• _What to work on_
Return exactly the lines from the one containing "Write the network" through the end of the material below, and leave the images out.

• _Records for the task_
━━━━━━━━━━

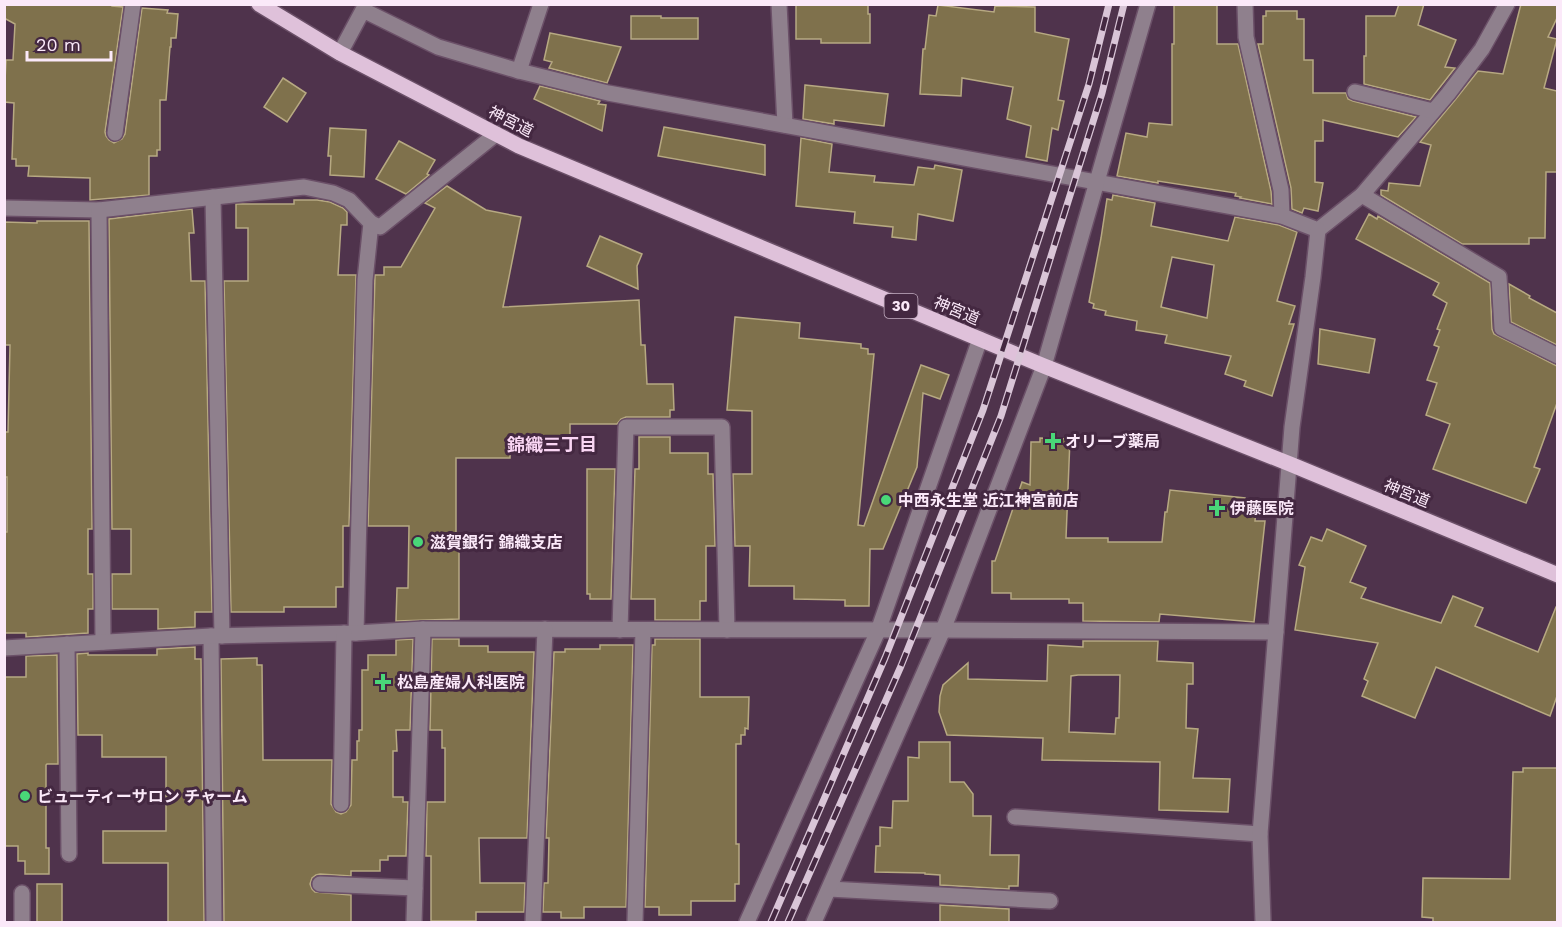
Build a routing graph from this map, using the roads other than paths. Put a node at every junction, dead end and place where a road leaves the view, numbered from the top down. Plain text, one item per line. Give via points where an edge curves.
1 (132, 4) edge
2 (259, 4) edge
3 (541, 4) edge
4 (779, 4) edge
5 (1148, 4) edge
6 (1245, 4) edge
7 (1507, 4) edge
8 (358, 7) edge
9 (340, 53) junction
10 (519, 71) junction
11 (1355, 92) dead end
12 (1433, 111) junction
13 (785, 125) junction
14 (115, 133) dead end
15 (496, 134) junction
16 (1096, 182) junction
17 (1362, 195) junction
18 (213, 197) junction
19 (4, 208) edge
20 (99, 210) junction
21 (1282, 216) junction
22 (371, 223) junction
23 (1318, 230) junction
24 (980, 339) junction
25 (1557, 356) edge
26 (1044, 366) junction
27 (1290, 464) junction
28 (1557, 575) edge
29 (423, 629) junction
30 (545, 629) junction
31 (620, 630) junction
32 (643, 630) junction
33 (727, 630) junction
34 (943, 630) junction
35 (878, 631) junction
36 (1276, 632) junction
37 (350, 633) junction
38 (216, 636) junction
39 (104, 642) junction
40 (67, 644) junction
41 (4, 648) edge
42 (341, 804) dead end
43 (1015, 817) dead end
44 (1260, 834) junction
45 (69, 854) dead end
46 (320, 884) dead end
47 (415, 888) junction
48 (829, 889) junction
49 (22, 893) dead end
50 (1050, 901) dead end
51 (22, 922) edge
52 (214, 922) edge
53 (414, 922) edge
54 (533, 922) edge
55 (634, 922) edge
56 (747, 922) edge
57 (814, 922) edge
58 (1263, 922) edge

1 - 14 street
2 - 9 main road, 神宮道 / 30
3 - 10 street
4 - 13 street
5 - 16 street
6 - 21 street via 1246,37 1281,190
7 - 12 street via 1482,49
8 - 9 street
8 - 10 street via 438,47
9 - 15 main road, 神宮道 / 30
10 - 13 street via 608,93
11 - 12 street
12 - 17 street
13 - 16 street
15 - 22 street via 380,227
15 - 24 main road, 神宮道 / 30
16 - 21 street
16 - 26 street
17 - 23 street
17 - 25 street via 1499,277 1502,328
18 - 20 street
18 - 22 street via 304,187 349,200
18 - 38 street
19 - 20 street
20 - 39 street
21 - 23 street
22 - 37 street via 365,280
23 - 27 street
24 - 26 main road, 神宮道 / 30
24 - 35 street
26 - 27 main road, 神宮道 / 30
26 - 34 street
27 - 28 main road, 神宮道 / 30
27 - 36 street
29 - 30 street
29 - 37 street
29 - 47 street
30 - 31 street
30 - 54 street
31 - 32 street
31 - 33 street via 626,427 722,427
32 - 33 street
32 - 55 street
33 - 35 street
34 - 35 street
34 - 36 street
34 - 48 street
35 - 56 street
36 - 44 street
37 - 38 street
37 - 42 street
38 - 39 street
38 - 52 street
39 - 40 street
40 - 41 street
40 - 45 street
43 - 44 street
44 - 58 street
46 - 47 street
47 - 53 street
48 - 50 street
48 - 57 street
49 - 51 street

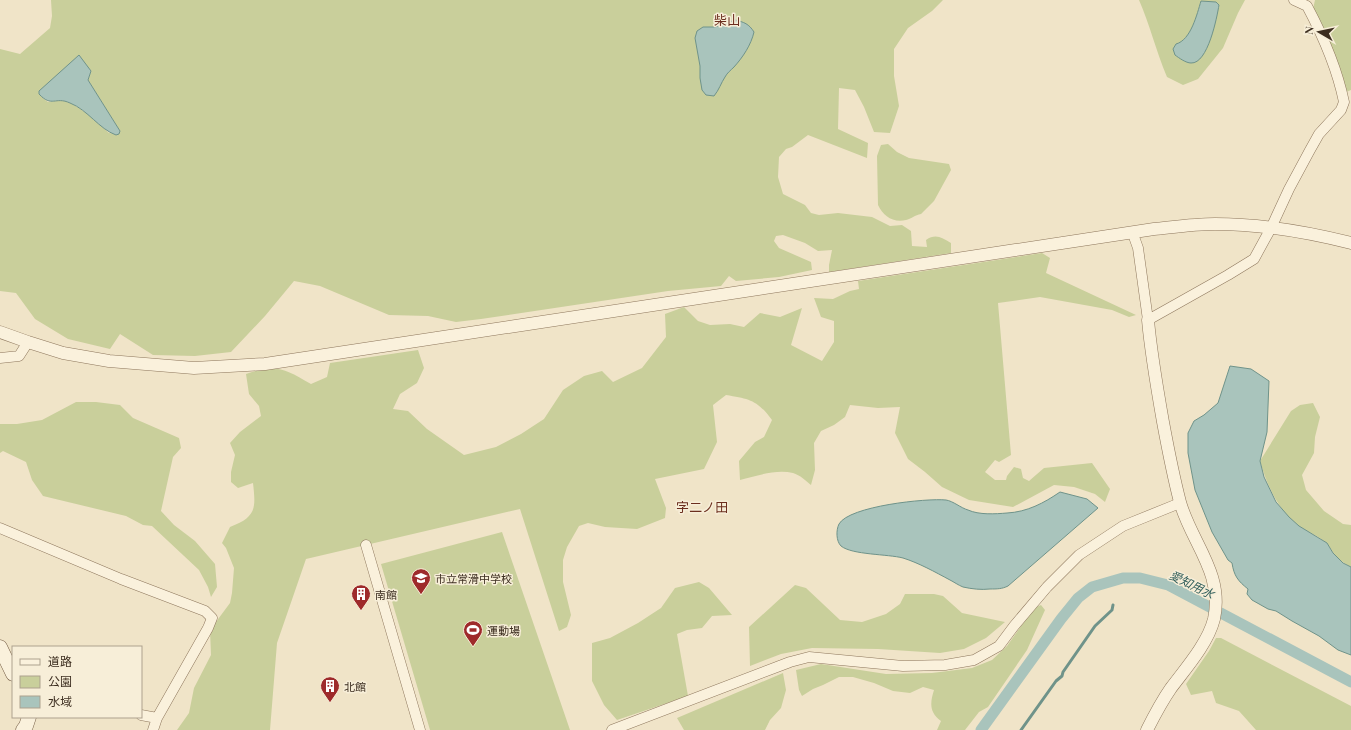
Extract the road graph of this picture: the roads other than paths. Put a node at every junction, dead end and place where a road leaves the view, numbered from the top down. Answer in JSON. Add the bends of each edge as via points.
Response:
{"nodes":[{"id":1,"x":1294,"y":0,"type":"edge"},
{"id":2,"x":1309,"y":3,"type":"edge"},
{"id":3,"x":1271,"y":228,"type":"junction"},
{"id":4,"x":1132,"y":234,"type":"junction"},
{"id":5,"x":1351,"y":243,"type":"edge"},
{"id":6,"x":1148,"y":320,"type":"junction"},
{"id":7,"x":0,"y":332,"type":"edge"},
{"id":8,"x":28,"y":342,"type":"junction"},
{"id":9,"x":0,"y":358,"type":"edge"},
{"id":10,"x":1180,"y":503,"type":"junction"},
{"id":11,"x":0,"y":528,"type":"edge"},
{"id":12,"x":366,"y":544,"type":"dead end"},
{"id":13,"x":0,"y":647,"type":"edge"},
{"id":14,"x":12,"y":672,"type":"edge"},
{"id":15,"x":142,"y":715,"type":"edge"},
{"id":16,"x":29,"y":718,"type":"edge"},
{"id":17,"x":33,"y":718,"type":"edge"},
{"id":18,"x":157,"y":718,"type":"junction"},
{"id":19,"x":23,"y":730,"type":"edge"},
{"id":20,"x":38,"y":730,"type":"edge"},
{"id":21,"x":152,"y":730,"type":"edge"},
{"id":22,"x":420,"y":730,"type":"edge"},
{"id":23,"x":612,"y":730,"type":"edge"},
{"id":24,"x":1147,"y":730,"type":"edge"}],
"edges":[{"from":1,"to":2,"type":"street"},
{"from":2,"to":3,"type":"street","via":[[1344,102],[1341,110],[1319,134]]},
{"from":3,"to":4,"type":"street","via":[[1216,224],[1154,229]]},
{"from":3,"to":5,"type":"street"},
{"from":3,"to":6,"type":"street","via":[[1254,259]]},
{"from":4,"to":6,"type":"street","via":[[1138,248]]},
{"from":4,"to":8,"type":"street","via":[[266,364],[194,368],[109,361],[63,353]]},
{"from":6,"to":10,"type":"street","via":[[1164,424]]},
{"from":7,"to":8,"type":"street"},
{"from":8,"to":9,"type":"street","via":[[19,356]]},
{"from":10,"to":23,"type":"street","via":[[1123,526],[1079,555],[1047,586],[999,646],[974,660],[945,666],[903,666],[809,657]]},
{"from":10,"to":24,"type":"street","via":[[1211,572],[1216,608],[1210,628],[1194,658],[1170,690]]},
{"from":11,"to":18,"type":"street","via":[[205,612],[212,618]]},
{"from":12,"to":22,"type":"street"},
{"from":13,"to":14,"type":"main road"},
{"from":15,"to":18,"type":"street"},
{"from":16,"to":19,"type":"main road"},
{"from":17,"to":20,"type":"main road"},
{"from":18,"to":21,"type":"street"}]}
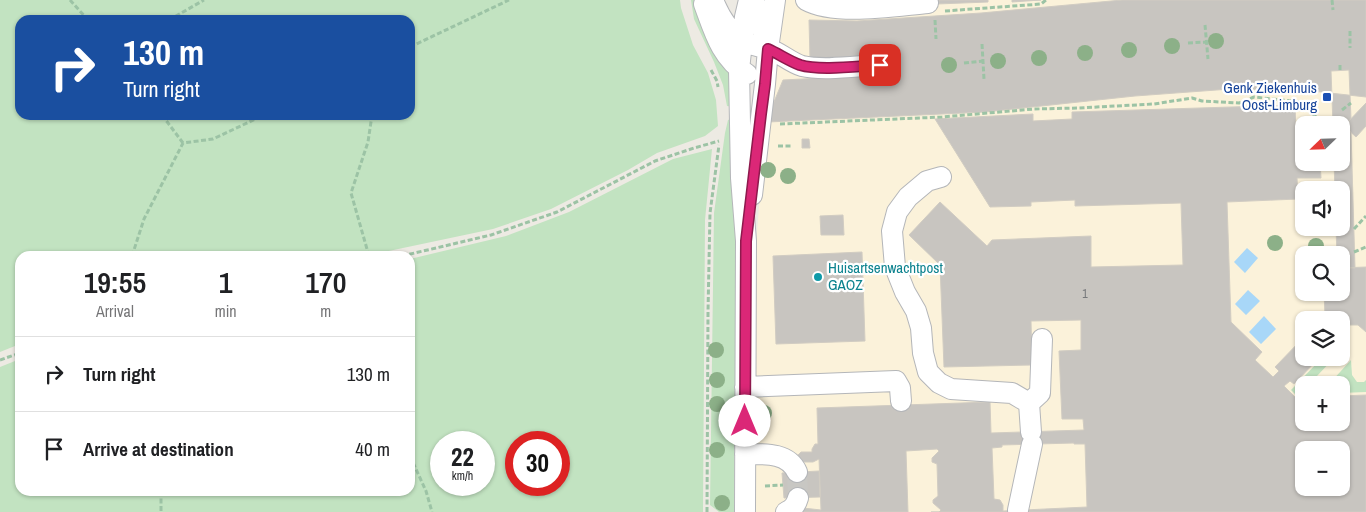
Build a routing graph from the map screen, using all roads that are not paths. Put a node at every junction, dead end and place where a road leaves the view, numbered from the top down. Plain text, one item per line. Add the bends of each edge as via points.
1 (704, 0) edge
2 (713, 0) edge
3 (749, 0) edge
4 (754, 0) edge
5 (774, 0) edge
6 (806, 0) edge
7 (841, 4) edge
8 (935, 8) road end
9 (743, 41) junction
10 (768, 49) junction
11 (880, 65) dead end
12 (739, 69) junction
13 (765, 84) junction
14 (941, 177) dead end
15 (746, 241) junction
16 (1042, 339) dead end
17 (745, 387) junction
18 (901, 401) dead end
19 (1029, 403) junction
20 (745, 454) junction
21 (791, 492) tunnel mouth
22 (1018, 510) dead end
23 (744, 512) edge

1 - 12 street via 717,40
2 - 9 street via 718,13
3 - 9 street
4 - 10 street
5 - 10 street
6 - 7 street via 812,4
7 - 8 street via 847,10
9 - 10 street
9 - 12 street
10 - 11 street via 801,66
10 - 13 street
12 - 13 street
12 - 15 street
13 - 15 street
14 - 19 street via 927,181 908,197 897,212 892,231 895,267 916,311 928,372 951,389 1012,392
15 - 17 street
16 - 19 street via 1040,393
17 - 18 street via 896,381
17 - 20 street
19 - 22 street via 1032,438
20 - 21 street via 774,455 788,460 795,467
20 - 23 street

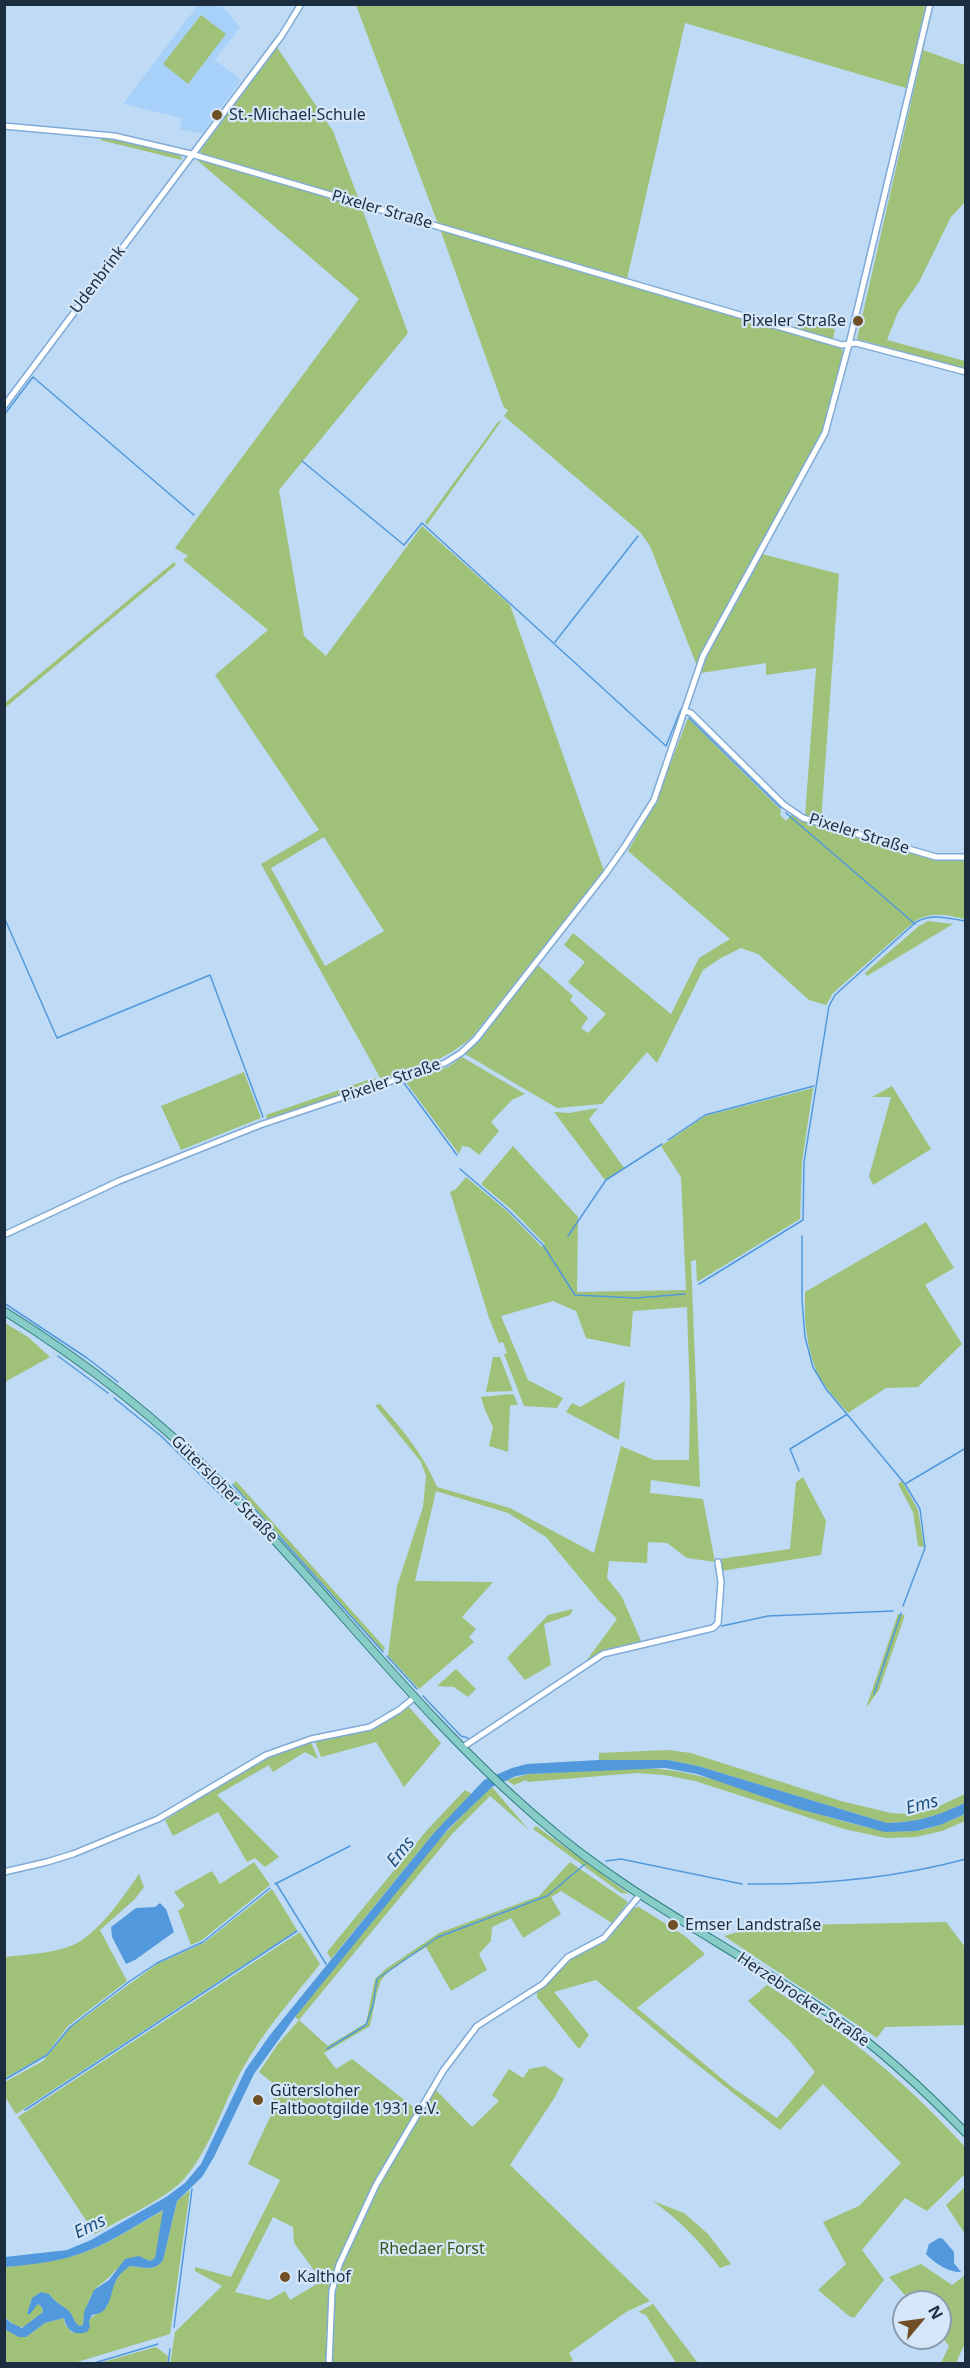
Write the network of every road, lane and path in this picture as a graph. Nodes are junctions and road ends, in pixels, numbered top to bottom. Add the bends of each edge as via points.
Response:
1 (301, 4) edge
2 (930, 4) edge
3 (4, 126) edge
4 (191, 154) junction
5 (849, 344) junction
6 (966, 372) edge
7 (4, 406) edge
8 (685, 711) junction
9 (966, 857) edge
10 (4, 1235) edge
11 (4, 1311) edge
12 (718, 1562) dead end
13 (415, 1698) junction
14 (463, 1747) junction
15 (487, 1772) joint
16 (4, 1872) edge
17 (640, 1895) junction
18 (966, 2133) edge
19 (329, 2364) edge

1 - 4 street, Udenbrink
2 - 5 street, Pixeler Straße
3 - 4 street via 114,136
4 - 5 street, Pixeler Straße
4 - 7 street, Udenbrink
5 - 6 street, Pixeler Straße
5 - 8 street, Pixeler Straße via 825,433 703,656
8 - 9 street, Pixeler Straße via 784,805 803,818 936,857
8 - 10 street, Pixeler Straße via 654,800 626,846 476,1039 461,1053 445,1063 177,1157
11 - 13 main road, Gütersloher Straße via 82,1363 166,1430 228,1491
12 - 14 street via 718,1623 713,1628 603,1654
13 - 14 main road, Gütersloher Straße
13 - 16 street via 369,1727 311,1738 266,1755 158,1819 121,1835 47,1862
14 - 15 main road, Gütersloher Straße
15 - 17 main road, Herzebrocker Straße via 584,1856
17 - 18 main road, Herzebrocker Straße via 838,2019 905,2074
17 - 19 street via 604,1938 568,1957 543,1984 477,2026 443,2072 376,2185 339,2265 332,2291

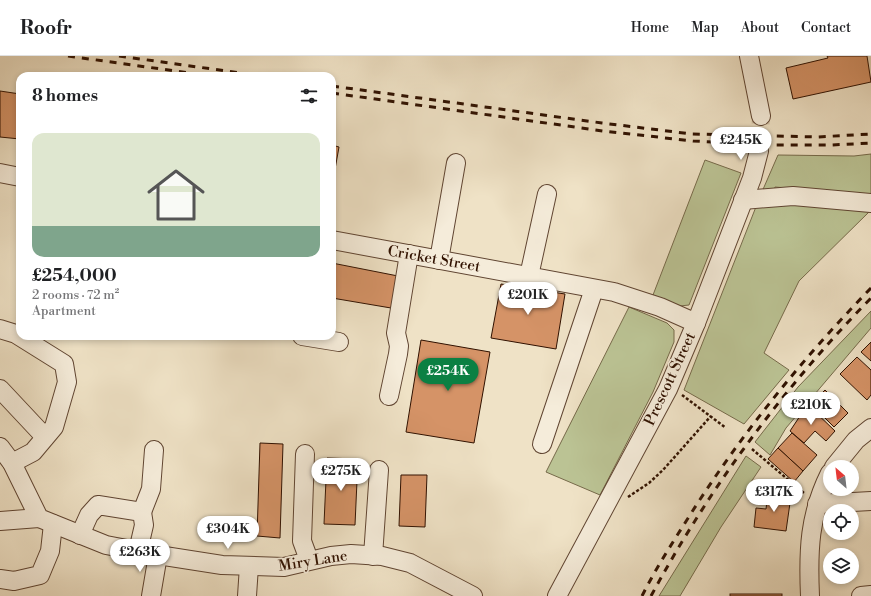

━━━━━━━━━━

• _Expected answer_
Write the network of every road, lane and path in this picture as a graph. Nodes are junctions and road ends, in pixels, numbered top to bottom. Add the bends of each edge as via points.
Response:
1 (301, 4) edge
2 (930, 4) edge
3 (4, 126) edge
4 (191, 154) junction
5 (849, 344) junction
6 (966, 372) edge
7 (4, 406) edge
8 (685, 711) junction
9 (966, 857) edge
10 (4, 1235) edge
11 (4, 1311) edge
12 (718, 1562) dead end
13 (415, 1698) junction
14 (463, 1747) junction
15 (487, 1772) joint
16 (4, 1872) edge
17 (640, 1895) junction
18 (966, 2133) edge
19 (329, 2364) edge

1 - 4 street, Udenbrink
2 - 5 street, Pixeler Straße
3 - 4 street via 114,136
4 - 5 street, Pixeler Straße
4 - 7 street, Udenbrink
5 - 6 street, Pixeler Straße
5 - 8 street, Pixeler Straße via 825,433 703,656
8 - 9 street, Pixeler Straße via 784,805 803,818 936,857
8 - 10 street, Pixeler Straße via 654,800 626,846 476,1039 461,1053 445,1063 177,1157
11 - 13 main road, Gütersloher Straße via 82,1363 166,1430 228,1491
12 - 14 street via 718,1623 713,1628 603,1654
13 - 14 main road, Gütersloher Straße
13 - 16 street via 369,1727 311,1738 266,1755 158,1819 121,1835 47,1862
14 - 15 main road, Gütersloher Straße
15 - 17 main road, Herzebrocker Straße via 584,1856
17 - 18 main road, Herzebrocker Straße via 838,2019 905,2074
17 - 19 street via 604,1938 568,1957 543,1984 477,2026 443,2072 376,2185 339,2265 332,2291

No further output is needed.